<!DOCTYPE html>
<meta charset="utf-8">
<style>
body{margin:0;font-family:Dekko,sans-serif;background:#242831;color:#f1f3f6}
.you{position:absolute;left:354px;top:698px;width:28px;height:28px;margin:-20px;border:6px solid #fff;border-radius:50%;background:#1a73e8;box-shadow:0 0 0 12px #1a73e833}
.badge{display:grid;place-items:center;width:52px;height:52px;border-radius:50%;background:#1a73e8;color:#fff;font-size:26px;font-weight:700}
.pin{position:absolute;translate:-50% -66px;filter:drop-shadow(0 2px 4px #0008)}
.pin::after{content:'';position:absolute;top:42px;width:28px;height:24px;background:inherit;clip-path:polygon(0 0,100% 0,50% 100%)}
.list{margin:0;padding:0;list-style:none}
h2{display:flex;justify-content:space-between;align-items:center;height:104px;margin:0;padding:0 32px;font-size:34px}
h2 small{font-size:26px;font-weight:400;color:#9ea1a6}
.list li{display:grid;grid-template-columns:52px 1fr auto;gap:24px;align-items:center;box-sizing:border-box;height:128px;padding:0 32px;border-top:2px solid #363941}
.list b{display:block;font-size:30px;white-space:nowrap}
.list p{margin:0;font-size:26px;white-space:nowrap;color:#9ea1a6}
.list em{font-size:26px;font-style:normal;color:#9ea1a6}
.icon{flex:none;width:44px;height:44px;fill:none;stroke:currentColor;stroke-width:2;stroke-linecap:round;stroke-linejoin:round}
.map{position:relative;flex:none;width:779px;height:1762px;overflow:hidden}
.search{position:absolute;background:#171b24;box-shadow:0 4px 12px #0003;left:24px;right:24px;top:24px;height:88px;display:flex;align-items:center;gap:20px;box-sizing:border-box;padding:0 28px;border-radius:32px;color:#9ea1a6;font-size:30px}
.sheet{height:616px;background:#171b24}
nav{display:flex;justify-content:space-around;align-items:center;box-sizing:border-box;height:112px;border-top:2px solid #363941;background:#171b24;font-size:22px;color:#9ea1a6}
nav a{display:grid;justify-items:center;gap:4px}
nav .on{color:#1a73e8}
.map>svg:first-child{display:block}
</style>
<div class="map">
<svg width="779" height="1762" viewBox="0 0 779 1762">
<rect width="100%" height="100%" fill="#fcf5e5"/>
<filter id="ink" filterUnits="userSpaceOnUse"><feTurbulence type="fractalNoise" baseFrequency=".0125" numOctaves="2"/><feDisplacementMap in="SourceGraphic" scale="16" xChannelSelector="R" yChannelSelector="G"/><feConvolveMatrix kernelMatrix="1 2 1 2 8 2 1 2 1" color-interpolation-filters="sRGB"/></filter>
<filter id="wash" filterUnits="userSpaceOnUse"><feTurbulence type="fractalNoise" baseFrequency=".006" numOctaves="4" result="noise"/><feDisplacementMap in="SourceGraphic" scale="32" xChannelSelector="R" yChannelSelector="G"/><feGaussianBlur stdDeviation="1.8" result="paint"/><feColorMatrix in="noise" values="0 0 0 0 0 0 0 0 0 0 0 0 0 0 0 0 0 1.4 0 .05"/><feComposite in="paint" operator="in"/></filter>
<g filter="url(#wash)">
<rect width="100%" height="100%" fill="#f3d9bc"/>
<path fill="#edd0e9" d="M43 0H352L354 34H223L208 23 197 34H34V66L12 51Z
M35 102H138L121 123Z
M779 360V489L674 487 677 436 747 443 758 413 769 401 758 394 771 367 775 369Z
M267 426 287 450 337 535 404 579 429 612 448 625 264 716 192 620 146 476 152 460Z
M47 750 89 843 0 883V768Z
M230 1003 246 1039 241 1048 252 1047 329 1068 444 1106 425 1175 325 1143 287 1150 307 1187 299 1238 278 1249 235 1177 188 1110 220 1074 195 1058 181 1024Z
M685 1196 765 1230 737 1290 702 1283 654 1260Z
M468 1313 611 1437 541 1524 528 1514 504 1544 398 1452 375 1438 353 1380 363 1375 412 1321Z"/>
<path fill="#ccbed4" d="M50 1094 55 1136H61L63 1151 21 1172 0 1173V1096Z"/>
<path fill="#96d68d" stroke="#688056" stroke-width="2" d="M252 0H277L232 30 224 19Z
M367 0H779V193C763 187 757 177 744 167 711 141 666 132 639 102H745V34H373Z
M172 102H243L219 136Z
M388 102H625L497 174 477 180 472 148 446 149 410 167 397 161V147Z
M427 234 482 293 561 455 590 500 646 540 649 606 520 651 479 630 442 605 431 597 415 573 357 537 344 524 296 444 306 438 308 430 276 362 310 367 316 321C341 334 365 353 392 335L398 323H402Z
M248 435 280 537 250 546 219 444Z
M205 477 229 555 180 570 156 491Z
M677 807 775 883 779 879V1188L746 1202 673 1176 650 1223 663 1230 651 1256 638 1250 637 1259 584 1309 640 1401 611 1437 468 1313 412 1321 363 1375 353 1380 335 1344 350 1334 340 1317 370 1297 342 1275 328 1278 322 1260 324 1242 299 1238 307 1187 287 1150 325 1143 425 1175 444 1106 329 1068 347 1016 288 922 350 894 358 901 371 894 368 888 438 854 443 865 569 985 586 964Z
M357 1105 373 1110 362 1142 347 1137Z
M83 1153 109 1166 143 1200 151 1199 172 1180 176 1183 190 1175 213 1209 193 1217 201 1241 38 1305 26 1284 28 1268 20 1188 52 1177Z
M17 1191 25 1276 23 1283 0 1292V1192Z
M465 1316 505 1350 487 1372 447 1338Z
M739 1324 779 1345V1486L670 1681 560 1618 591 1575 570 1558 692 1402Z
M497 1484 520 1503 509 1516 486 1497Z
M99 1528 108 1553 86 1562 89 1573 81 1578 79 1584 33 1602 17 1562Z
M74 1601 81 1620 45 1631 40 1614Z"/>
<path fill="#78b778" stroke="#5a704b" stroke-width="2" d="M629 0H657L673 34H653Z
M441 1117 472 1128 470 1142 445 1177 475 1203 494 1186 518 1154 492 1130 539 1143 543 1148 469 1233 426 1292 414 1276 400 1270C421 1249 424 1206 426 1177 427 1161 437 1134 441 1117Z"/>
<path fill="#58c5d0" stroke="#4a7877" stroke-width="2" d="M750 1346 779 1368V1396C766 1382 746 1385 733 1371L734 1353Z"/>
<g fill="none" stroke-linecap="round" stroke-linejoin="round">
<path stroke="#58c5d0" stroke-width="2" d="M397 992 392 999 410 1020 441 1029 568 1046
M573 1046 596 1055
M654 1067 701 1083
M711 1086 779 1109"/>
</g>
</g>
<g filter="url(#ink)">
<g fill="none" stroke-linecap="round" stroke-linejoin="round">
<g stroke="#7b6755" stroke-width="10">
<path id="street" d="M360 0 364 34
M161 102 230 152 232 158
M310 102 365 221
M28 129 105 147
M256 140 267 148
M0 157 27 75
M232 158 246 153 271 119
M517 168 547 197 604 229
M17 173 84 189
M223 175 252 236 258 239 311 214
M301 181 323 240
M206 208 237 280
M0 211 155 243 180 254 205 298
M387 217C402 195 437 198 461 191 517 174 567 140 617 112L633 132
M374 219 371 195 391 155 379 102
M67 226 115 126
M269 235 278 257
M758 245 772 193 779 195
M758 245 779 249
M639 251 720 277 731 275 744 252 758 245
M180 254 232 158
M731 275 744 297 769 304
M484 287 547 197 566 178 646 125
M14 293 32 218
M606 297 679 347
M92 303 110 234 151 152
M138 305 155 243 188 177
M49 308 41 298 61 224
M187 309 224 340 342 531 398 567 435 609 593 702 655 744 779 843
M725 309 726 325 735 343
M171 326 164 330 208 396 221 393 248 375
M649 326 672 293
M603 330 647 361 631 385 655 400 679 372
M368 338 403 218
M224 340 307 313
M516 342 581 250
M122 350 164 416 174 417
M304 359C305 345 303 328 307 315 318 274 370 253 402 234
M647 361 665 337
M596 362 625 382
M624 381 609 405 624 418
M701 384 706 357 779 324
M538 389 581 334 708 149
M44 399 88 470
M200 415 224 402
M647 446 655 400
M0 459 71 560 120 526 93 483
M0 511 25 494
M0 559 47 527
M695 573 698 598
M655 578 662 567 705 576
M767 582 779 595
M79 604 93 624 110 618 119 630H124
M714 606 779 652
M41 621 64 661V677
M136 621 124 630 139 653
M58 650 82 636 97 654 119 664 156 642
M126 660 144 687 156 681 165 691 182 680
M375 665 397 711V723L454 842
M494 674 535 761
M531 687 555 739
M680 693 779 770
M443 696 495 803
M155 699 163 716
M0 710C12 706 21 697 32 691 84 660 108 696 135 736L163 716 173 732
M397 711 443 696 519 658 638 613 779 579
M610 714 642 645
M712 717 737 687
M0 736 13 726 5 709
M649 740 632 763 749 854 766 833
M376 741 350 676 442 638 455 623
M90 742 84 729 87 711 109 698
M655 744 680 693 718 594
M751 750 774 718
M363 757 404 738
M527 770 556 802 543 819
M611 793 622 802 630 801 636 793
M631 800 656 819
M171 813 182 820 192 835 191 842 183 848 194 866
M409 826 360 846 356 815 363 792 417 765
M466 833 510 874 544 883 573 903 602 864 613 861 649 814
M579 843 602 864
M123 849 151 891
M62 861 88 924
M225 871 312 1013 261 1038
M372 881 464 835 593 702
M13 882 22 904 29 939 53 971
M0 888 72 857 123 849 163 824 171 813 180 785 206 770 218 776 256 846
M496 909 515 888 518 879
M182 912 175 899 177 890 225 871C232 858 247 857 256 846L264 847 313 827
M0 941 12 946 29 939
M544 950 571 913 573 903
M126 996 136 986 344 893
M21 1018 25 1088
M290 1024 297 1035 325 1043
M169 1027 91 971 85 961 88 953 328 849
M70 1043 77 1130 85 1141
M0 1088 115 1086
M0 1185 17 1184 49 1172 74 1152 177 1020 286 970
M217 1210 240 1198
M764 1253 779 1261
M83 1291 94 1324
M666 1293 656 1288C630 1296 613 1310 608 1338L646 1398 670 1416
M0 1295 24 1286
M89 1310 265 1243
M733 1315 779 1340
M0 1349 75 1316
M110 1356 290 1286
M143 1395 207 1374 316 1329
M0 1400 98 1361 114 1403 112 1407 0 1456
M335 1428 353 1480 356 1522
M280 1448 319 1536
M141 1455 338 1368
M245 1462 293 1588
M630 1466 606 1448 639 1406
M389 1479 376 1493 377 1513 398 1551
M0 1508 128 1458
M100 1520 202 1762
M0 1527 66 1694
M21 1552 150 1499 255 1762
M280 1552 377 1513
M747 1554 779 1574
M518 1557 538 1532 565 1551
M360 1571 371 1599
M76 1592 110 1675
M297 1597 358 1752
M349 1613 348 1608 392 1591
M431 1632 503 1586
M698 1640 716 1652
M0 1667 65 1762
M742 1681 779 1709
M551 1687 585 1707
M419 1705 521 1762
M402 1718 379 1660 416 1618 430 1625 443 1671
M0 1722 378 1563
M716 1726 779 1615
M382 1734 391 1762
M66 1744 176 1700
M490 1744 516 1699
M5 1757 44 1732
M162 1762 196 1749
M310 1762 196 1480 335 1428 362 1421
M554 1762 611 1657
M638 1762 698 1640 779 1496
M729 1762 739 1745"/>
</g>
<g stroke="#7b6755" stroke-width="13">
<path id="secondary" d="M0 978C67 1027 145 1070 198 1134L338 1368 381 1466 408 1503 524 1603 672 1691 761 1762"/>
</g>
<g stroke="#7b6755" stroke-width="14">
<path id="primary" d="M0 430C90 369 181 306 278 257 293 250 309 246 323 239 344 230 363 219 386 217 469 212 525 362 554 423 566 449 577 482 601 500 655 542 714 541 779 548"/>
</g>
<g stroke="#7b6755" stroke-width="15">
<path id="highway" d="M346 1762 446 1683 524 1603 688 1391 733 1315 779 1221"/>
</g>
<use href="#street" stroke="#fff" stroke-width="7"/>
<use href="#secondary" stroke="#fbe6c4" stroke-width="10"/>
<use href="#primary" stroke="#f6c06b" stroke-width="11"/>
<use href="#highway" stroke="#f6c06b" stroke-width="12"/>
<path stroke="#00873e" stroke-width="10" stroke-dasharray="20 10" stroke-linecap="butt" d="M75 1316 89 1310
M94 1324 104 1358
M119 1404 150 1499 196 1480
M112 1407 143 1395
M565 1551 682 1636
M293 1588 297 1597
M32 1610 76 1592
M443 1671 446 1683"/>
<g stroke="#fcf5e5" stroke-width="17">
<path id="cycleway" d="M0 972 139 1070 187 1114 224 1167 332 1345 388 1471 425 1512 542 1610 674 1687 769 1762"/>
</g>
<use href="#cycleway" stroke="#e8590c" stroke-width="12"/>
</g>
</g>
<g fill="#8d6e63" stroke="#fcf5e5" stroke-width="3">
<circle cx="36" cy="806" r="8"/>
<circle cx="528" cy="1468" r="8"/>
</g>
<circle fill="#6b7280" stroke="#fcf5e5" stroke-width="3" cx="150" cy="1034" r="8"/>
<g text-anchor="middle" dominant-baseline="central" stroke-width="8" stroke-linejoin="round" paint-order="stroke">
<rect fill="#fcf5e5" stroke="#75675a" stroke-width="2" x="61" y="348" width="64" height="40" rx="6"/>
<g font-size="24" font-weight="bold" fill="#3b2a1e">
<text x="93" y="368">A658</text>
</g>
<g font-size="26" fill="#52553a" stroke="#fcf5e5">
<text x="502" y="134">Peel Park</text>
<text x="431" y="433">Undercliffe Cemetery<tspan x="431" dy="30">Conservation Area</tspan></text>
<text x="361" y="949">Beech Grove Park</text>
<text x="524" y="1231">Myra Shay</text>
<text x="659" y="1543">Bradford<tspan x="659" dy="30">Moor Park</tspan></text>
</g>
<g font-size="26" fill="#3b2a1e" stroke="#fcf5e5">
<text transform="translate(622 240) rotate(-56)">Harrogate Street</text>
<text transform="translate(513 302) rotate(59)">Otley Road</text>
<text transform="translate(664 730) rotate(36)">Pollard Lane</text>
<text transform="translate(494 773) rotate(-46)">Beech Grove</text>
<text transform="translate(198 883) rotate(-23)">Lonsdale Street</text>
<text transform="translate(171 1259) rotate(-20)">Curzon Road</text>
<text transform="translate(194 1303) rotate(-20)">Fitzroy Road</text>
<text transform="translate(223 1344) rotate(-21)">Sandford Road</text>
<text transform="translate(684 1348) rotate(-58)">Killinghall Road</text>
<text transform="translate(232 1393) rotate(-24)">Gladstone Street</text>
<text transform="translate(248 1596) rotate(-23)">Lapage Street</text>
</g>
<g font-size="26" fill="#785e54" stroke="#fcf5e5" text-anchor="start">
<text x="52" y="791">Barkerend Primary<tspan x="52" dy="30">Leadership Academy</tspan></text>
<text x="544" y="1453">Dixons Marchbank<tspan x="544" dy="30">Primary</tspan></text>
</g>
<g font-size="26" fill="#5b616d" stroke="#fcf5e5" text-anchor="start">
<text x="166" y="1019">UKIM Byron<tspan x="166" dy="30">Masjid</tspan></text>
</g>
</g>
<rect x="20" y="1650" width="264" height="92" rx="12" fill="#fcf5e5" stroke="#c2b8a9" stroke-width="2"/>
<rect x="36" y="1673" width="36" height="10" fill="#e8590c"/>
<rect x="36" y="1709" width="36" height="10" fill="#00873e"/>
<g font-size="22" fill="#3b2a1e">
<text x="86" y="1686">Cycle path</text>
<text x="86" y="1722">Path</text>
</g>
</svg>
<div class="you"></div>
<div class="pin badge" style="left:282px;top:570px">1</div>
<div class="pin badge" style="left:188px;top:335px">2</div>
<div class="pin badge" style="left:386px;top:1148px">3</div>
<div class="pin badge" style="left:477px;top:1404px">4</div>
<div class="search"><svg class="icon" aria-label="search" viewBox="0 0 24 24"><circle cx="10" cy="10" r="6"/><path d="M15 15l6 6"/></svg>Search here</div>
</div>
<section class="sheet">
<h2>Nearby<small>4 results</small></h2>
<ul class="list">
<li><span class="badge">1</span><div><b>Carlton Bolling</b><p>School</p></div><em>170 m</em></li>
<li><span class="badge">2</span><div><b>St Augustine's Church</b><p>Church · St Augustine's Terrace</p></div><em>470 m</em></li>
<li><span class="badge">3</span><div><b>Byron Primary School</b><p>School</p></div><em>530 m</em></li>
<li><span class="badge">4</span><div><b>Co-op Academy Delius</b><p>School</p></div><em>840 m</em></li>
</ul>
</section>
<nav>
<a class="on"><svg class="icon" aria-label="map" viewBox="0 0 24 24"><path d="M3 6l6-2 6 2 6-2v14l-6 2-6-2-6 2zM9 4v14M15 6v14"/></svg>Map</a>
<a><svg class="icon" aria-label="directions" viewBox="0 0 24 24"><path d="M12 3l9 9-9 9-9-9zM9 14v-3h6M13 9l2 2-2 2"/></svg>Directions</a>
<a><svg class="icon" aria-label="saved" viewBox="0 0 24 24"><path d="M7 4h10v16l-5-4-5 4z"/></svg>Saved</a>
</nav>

> _ABOUT THIS TASK_:
Your answer must consist solely of the lines above between the line holding "M516 342 581 250" and the line holding "M611 793 622 802 630 801 636 793", inclusive, copied exactly.

> _TASK OUTPUT_:
M516 342 581 250
M122 350 164 416 174 417
M304 359C305 345 303 328 307 315 318 274 370 253 402 234
M647 361 665 337
M596 362 625 382
M624 381 609 405 624 418
M701 384 706 357 779 324
M538 389 581 334 708 149
M44 399 88 470
M200 415 224 402
M647 446 655 400
M0 459 71 560 120 526 93 483
M0 511 25 494
M0 559 47 527
M695 573 698 598
M655 578 662 567 705 576
M767 582 779 595
M79 604 93 624 110 618 119 630H124
M714 606 779 652
M41 621 64 661V677
M136 621 124 630 139 653
M58 650 82 636 97 654 119 664 156 642
M126 660 144 687 156 681 165 691 182 680
M375 665 397 711V723L454 842
M494 674 535 761
M531 687 555 739
M680 693 779 770
M443 696 495 803
M155 699 163 716
M0 710C12 706 21 697 32 691 84 660 108 696 135 736L163 716 173 732
M397 711 443 696 519 658 638 613 779 579
M610 714 642 645
M712 717 737 687
M0 736 13 726 5 709
M649 740 632 763 749 854 766 833
M376 741 350 676 442 638 455 623
M90 742 84 729 87 711 109 698
M655 744 680 693 718 594
M751 750 774 718
M363 757 404 738
M527 770 556 802 543 819
M611 793 622 802 630 801 636 793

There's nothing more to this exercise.